### BRIEF
A faithful copy of the listing below is needed, with its pictures left out.

### DATA PROVIDED
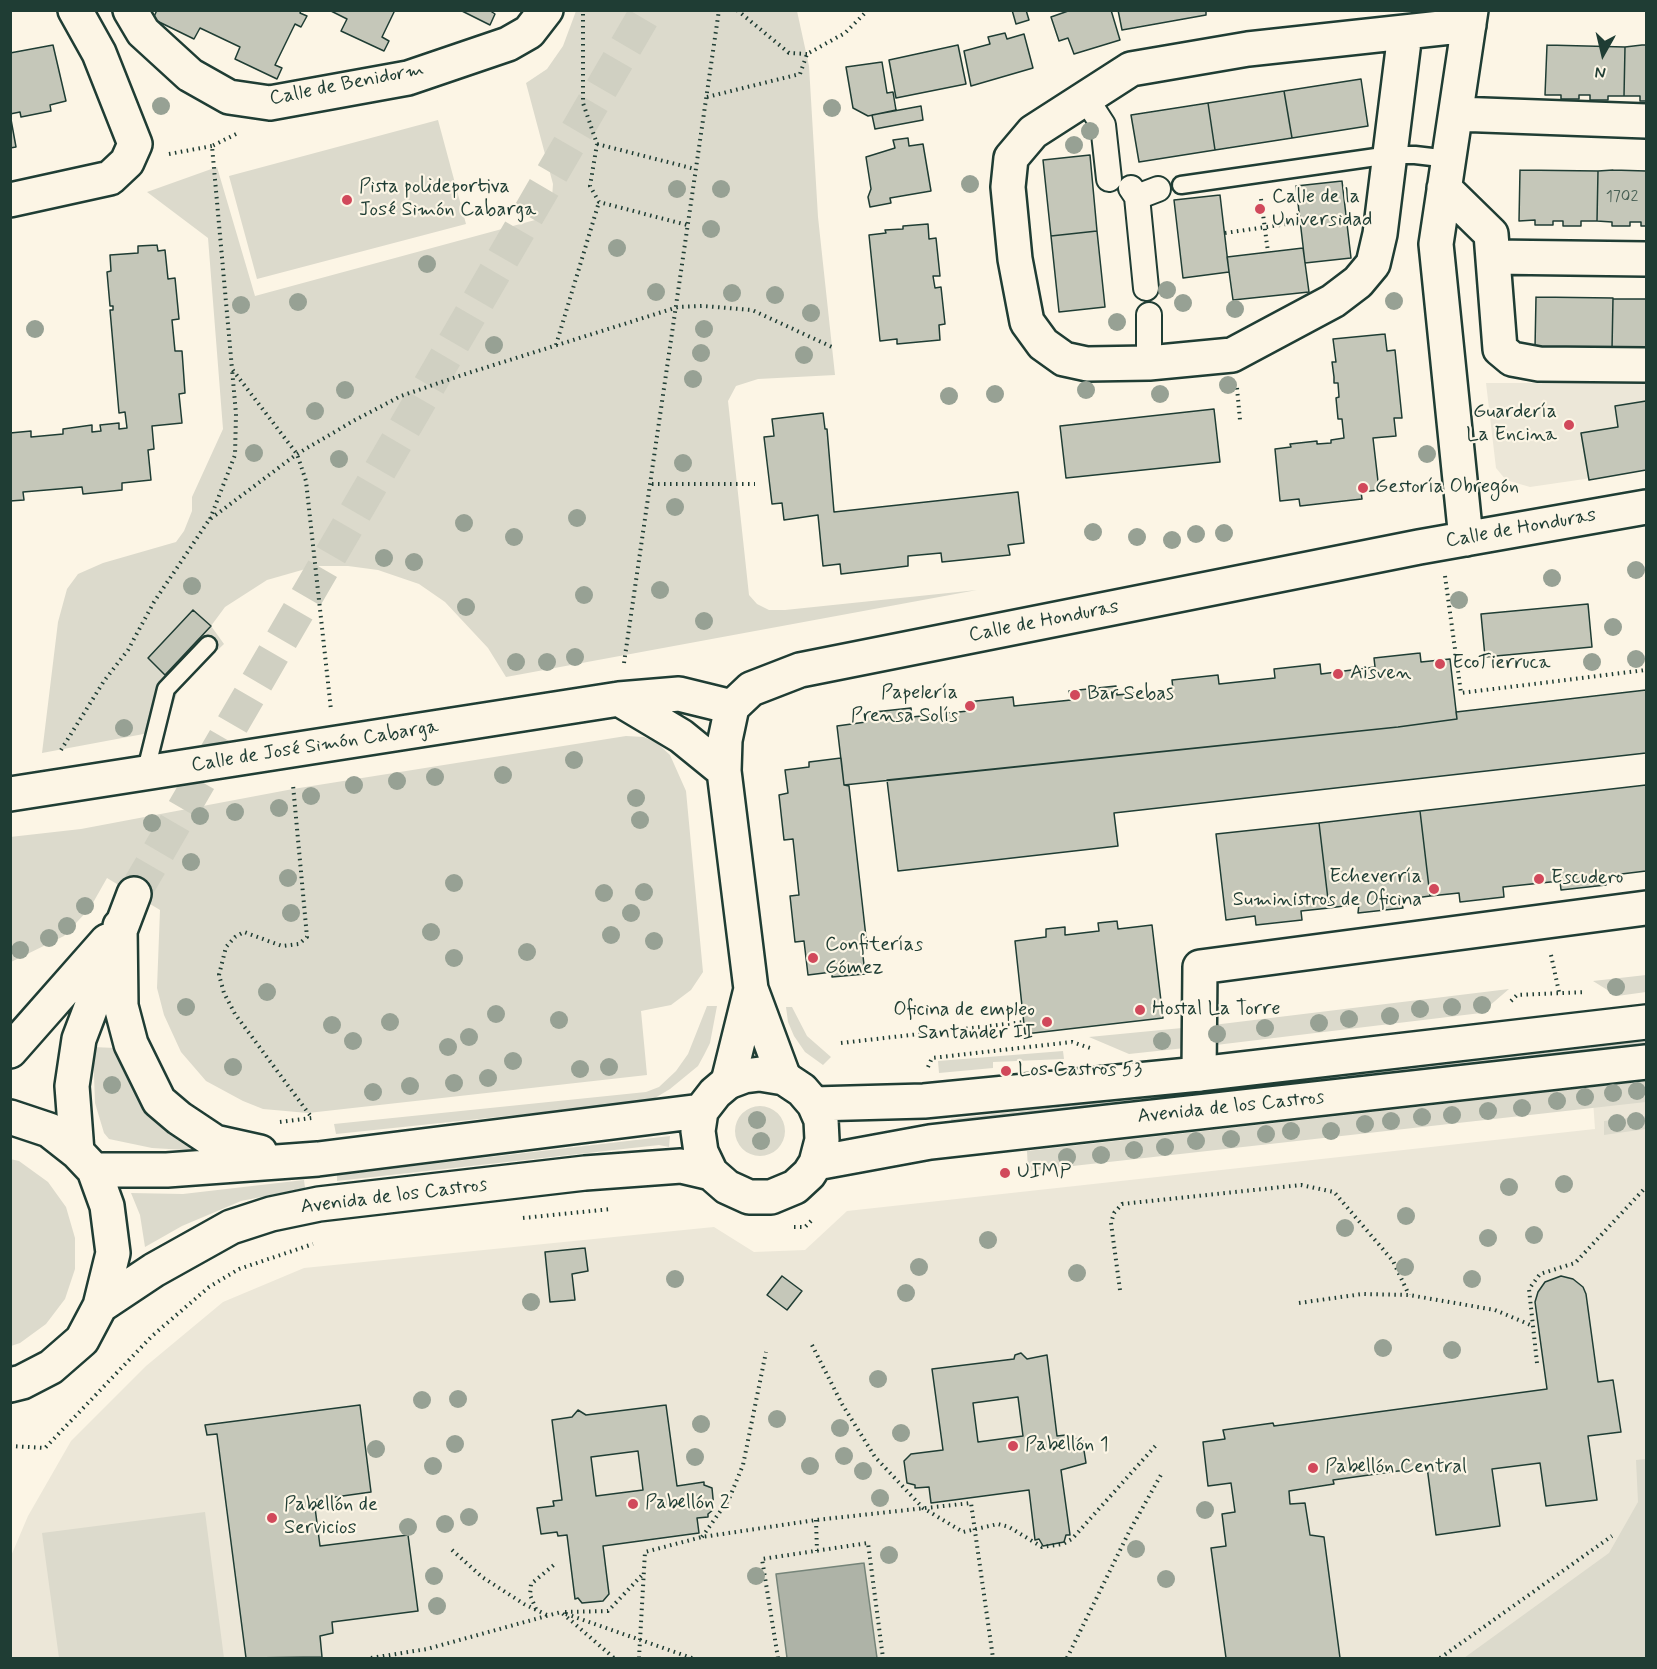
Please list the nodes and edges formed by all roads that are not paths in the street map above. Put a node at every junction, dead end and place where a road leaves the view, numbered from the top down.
1 (75, 10) edge
2 (130, 10) edge
3 (546, 10) edge
4 (1470, 18) edge
5 (1405, 33) junction
6 (1084, 97) junction
7 (1456, 114) junction
8 (1647, 121) edge
9 (1390, 155) junction
10 (1447, 174) junction
11 (1143, 188) junction
12 (10, 200) edge
13 (1493, 257) junction
14 (1647, 259) edge
15 (1146, 288) dead end
16 (1149, 315) dead end
17 (1149, 363) junction
18 (1647, 365) edge
19 (1647, 507) edge
20 (1453, 542) junction
21 (208, 645) dead end
22 (619, 699) junction
23 (732, 707) junction
24 (724, 771) junction
25 (145, 774) junction
26 (26, 791) edge
27 (134, 894) tunnel mouth
28 (1647, 908) edge
29 (120, 926) junction
30 (751, 989) junction
31 (1647, 1023) edge
32 (10, 1051) edge
33 (1647, 1062) edge
34 (1198, 1074) junction
35 (784, 1078) junction
36 (728, 1083) junction
37 (814, 1104) junction
38 (701, 1111) junction
39 (10, 1117) edge
40 (294, 1160) junction
41 (86, 1161) junction
42 (816, 1162) junction
43 (711, 1173) junction
44 (100, 1306) junction
45 (51, 1367) junction
46 (10, 1385) edge
47 (10, 1404) edge

1 - 12 street
2 - 3 street, Calle de Benidorm
4 - 5 street
4 - 7 street
5 - 6 street
5 - 9 street
6 - 11 street
6 - 17 street
7 - 8 street
7 - 10 street
9 - 10 lane
9 - 11 lane
9 - 17 street
10 - 13 street
10 - 20 street
11 - 15 street
13 - 14 street
13 - 18 street
16 - 17 street
19 - 20 street, Calle de Honduras
20 - 23 street, Calle de Honduras
21 - 25 lane
22 - 23 street, Calle de José Simón Cabarga
22 - 24 street
22 - 25 street, Calle de José Simón Cabarga
23 - 24 street
24 - 30 street
25 - 26 street, Calle de José Simón Cabarga
27 - 29 street
28 - 34 street, Avenida de los Castros
29 - 32 street
29 - 40 street
29 - 41 street
30 - 35 street
30 - 36 street
31 - 34 street, Avenida de los Castros
33 - 42 street, Avenida de los Castros
34 - 37 street, Avenida de los Castros
35 - 36 street
35 - 37 street
36 - 38 street
37 - 42 street
38 - 40 street
38 - 43 street
39 - 41 street
40 - 41 street
41 - 44 street
42 - 43 street
43 - 44 street, Avenida de los Castros
44 - 45 street
45 - 46 street
45 - 47 street

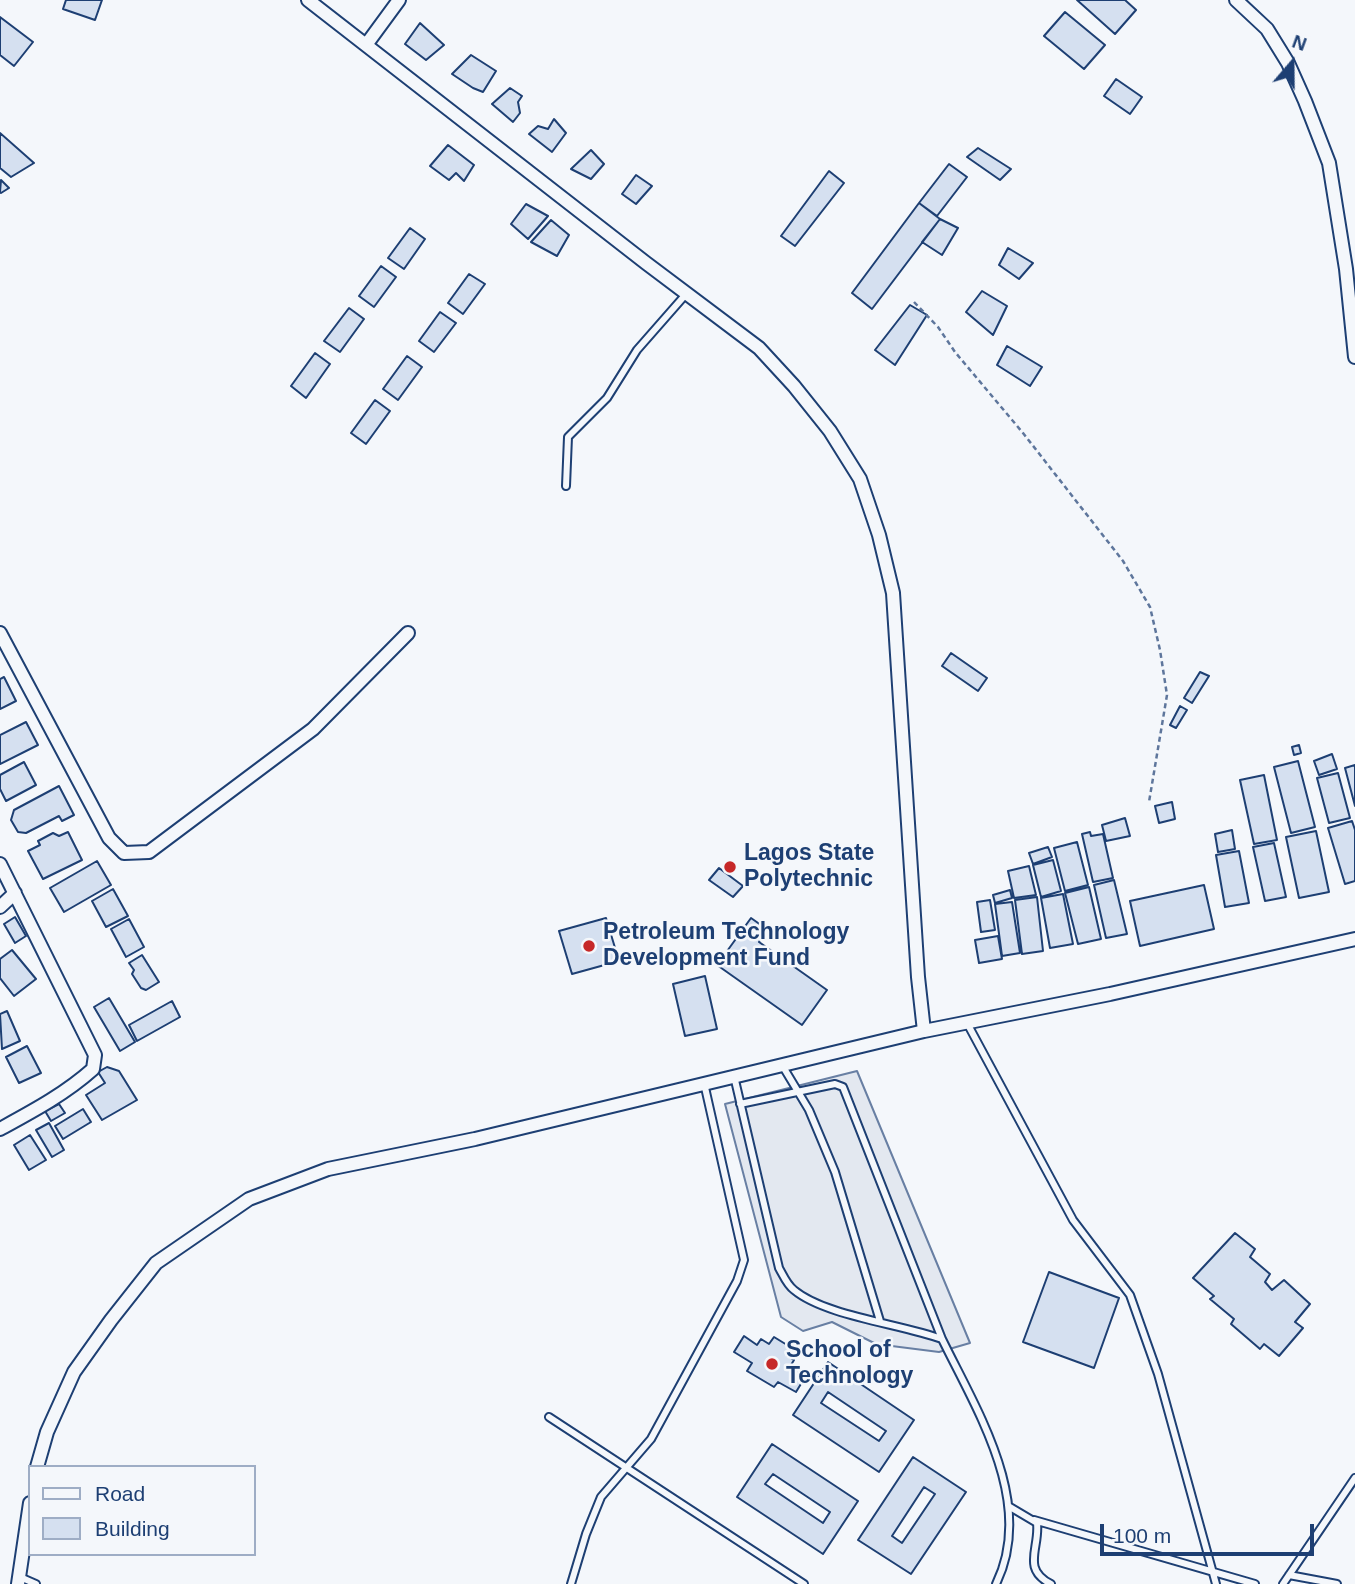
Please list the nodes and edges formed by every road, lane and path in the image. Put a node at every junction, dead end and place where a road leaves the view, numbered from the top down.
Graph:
1 (308, 0) edge
2 (399, 0) edge
3 (1236, 0) edge
4 (366, 45) junction
5 (687, 293) junction
6 (914, 302) dead end
7 (1355, 357) edge
8 (566, 486) dead end
9 (0, 632) edge
10 (408, 633) dead end
11 (1149, 802) dead end
12 (0, 864) edge
13 (15, 894) junction
14 (0, 907) edge
15 (1355, 939) edge
16 (967, 1023) junction
17 (924, 1031) junction
18 (782, 1065) junction
19 (734, 1076) junction
20 (704, 1083) junction
21 (798, 1091) junction
22 (740, 1104) junction
23 (0, 1129) edge
24 (880, 1321) junction
25 (942, 1339) junction
26 (549, 1417) dead end
27 (38, 1465) edge
28 (627, 1469) junction
29 (1355, 1478) edge
30 (1010, 1507) junction
31 (28, 1516) edge
32 (1034, 1520) junction
33 (1213, 1573) junction
34 (1289, 1575) junction
35 (18, 1580) edge
36 (1324, 1583) edge
37 (36, 1584) edge
38 (571, 1584) edge
39 (804, 1584) edge
40 (996, 1584) edge
41 (1051, 1584) edge
42 (1216, 1584) edge
43 (1255, 1584) edge
44 (1283, 1584) edge
45 (1337, 1584) edge

1 - 4 street
2 - 4 street
3 - 7 street
4 - 5 street
5 - 8 lane
5 - 17 street
6 - 11 path
9 - 10 street
12 - 13 street
13 - 14 street
13 - 23 street
15 - 16 street
16 - 17 street
16 - 33 lane
17 - 18 street
18 - 19 street
18 - 21 lane
19 - 20 street
19 - 22 lane
20 - 27 street
20 - 28 lane
21 - 22 lane
21 - 24 lane
21 - 25 lane
22 - 24 lane
24 - 25 lane
25 - 30 lane
26 - 28 lane
28 - 38 lane
28 - 39 lane
29 - 34 lane
30 - 32 lane
30 - 40 lane
31 - 35 street
32 - 33 lane
32 - 41 lane
33 - 42 lane
33 - 43 lane
34 - 36 lane
34 - 44 lane
35 - 37 lane
36 - 45 lane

### RESULT OF THIS EXERCISE
Please list the nodes and edges formed by all roads that are not paths in the street map above. Put a node at every junction, dead end and place where a road leaves the view, numbered from the top down.
1 (75, 10) edge
2 (130, 10) edge
3 (546, 10) edge
4 (1470, 18) edge
5 (1405, 33) junction
6 (1084, 97) junction
7 (1456, 114) junction
8 (1647, 121) edge
9 (1390, 155) junction
10 (1447, 174) junction
11 (1143, 188) junction
12 (10, 200) edge
13 (1493, 257) junction
14 (1647, 259) edge
15 (1146, 288) dead end
16 (1149, 315) dead end
17 (1149, 363) junction
18 (1647, 365) edge
19 (1647, 507) edge
20 (1453, 542) junction
21 (208, 645) dead end
22 (619, 699) junction
23 (732, 707) junction
24 (724, 771) junction
25 (145, 774) junction
26 (26, 791) edge
27 (134, 894) tunnel mouth
28 (1647, 908) edge
29 (120, 926) junction
30 (751, 989) junction
31 (1647, 1023) edge
32 (10, 1051) edge
33 (1647, 1062) edge
34 (1198, 1074) junction
35 (784, 1078) junction
36 (728, 1083) junction
37 (814, 1104) junction
38 (701, 1111) junction
39 (10, 1117) edge
40 (294, 1160) junction
41 (86, 1161) junction
42 (816, 1162) junction
43 (711, 1173) junction
44 (100, 1306) junction
45 (51, 1367) junction
46 (10, 1385) edge
47 (10, 1404) edge

1 - 12 street
2 - 3 street, Calle de Benidorm
4 - 5 street
4 - 7 street
5 - 6 street
5 - 9 street
6 - 11 street
6 - 17 street
7 - 8 street
7 - 10 street
9 - 10 lane
9 - 11 lane
9 - 17 street
10 - 13 street
10 - 20 street
11 - 15 street
13 - 14 street
13 - 18 street
16 - 17 street
19 - 20 street, Calle de Honduras
20 - 23 street, Calle de Honduras
21 - 25 lane
22 - 23 street, Calle de José Simón Cabarga
22 - 24 street
22 - 25 street, Calle de José Simón Cabarga
23 - 24 street
24 - 30 street
25 - 26 street, Calle de José Simón Cabarga
27 - 29 street
28 - 34 street, Avenida de los Castros
29 - 32 street
29 - 40 street
29 - 41 street
30 - 35 street
30 - 36 street
31 - 34 street, Avenida de los Castros
33 - 42 street, Avenida de los Castros
34 - 37 street, Avenida de los Castros
35 - 36 street
35 - 37 street
36 - 38 street
37 - 42 street
38 - 40 street
38 - 43 street
39 - 41 street
40 - 41 street
41 - 44 street
42 - 43 street
43 - 44 street, Avenida de los Castros
44 - 45 street
45 - 46 street
45 - 47 street

Please list the nodes and edges formed by every road, lane and path in the image. Put a node at every junction, dead end and place where a road leaves the view, numbered from the top down.
Graph:
1 (308, 0) edge
2 (399, 0) edge
3 (1236, 0) edge
4 (366, 45) junction
5 (687, 293) junction
6 (914, 302) dead end
7 (1355, 357) edge
8 (566, 486) dead end
9 (0, 632) edge
10 (408, 633) dead end
11 (1149, 802) dead end
12 (0, 864) edge
13 (15, 894) junction
14 (0, 907) edge
15 (1355, 939) edge
16 (967, 1023) junction
17 (924, 1031) junction
18 (782, 1065) junction
19 (734, 1076) junction
20 (704, 1083) junction
21 (798, 1091) junction
22 (740, 1104) junction
23 (0, 1129) edge
24 (880, 1321) junction
25 (942, 1339) junction
26 (549, 1417) dead end
27 (38, 1465) edge
28 (627, 1469) junction
29 (1355, 1478) edge
30 (1010, 1507) junction
31 (28, 1516) edge
32 (1034, 1520) junction
33 (1213, 1573) junction
34 (1289, 1575) junction
35 (18, 1580) edge
36 (1324, 1583) edge
37 (36, 1584) edge
38 (571, 1584) edge
39 (804, 1584) edge
40 (996, 1584) edge
41 (1051, 1584) edge
42 (1216, 1584) edge
43 (1255, 1584) edge
44 (1283, 1584) edge
45 (1337, 1584) edge

1 - 4 street
2 - 4 street
3 - 7 street
4 - 5 street
5 - 8 lane
5 - 17 street
6 - 11 path
9 - 10 street
12 - 13 street
13 - 14 street
13 - 23 street
15 - 16 street
16 - 17 street
16 - 33 lane
17 - 18 street
18 - 19 street
18 - 21 lane
19 - 20 street
19 - 22 lane
20 - 27 street
20 - 28 lane
21 - 22 lane
21 - 24 lane
21 - 25 lane
22 - 24 lane
24 - 25 lane
25 - 30 lane
26 - 28 lane
28 - 38 lane
28 - 39 lane
29 - 34 lane
30 - 32 lane
30 - 40 lane
31 - 35 street
32 - 33 lane
32 - 41 lane
33 - 42 lane
33 - 43 lane
34 - 36 lane
34 - 44 lane
35 - 37 lane
36 - 45 lane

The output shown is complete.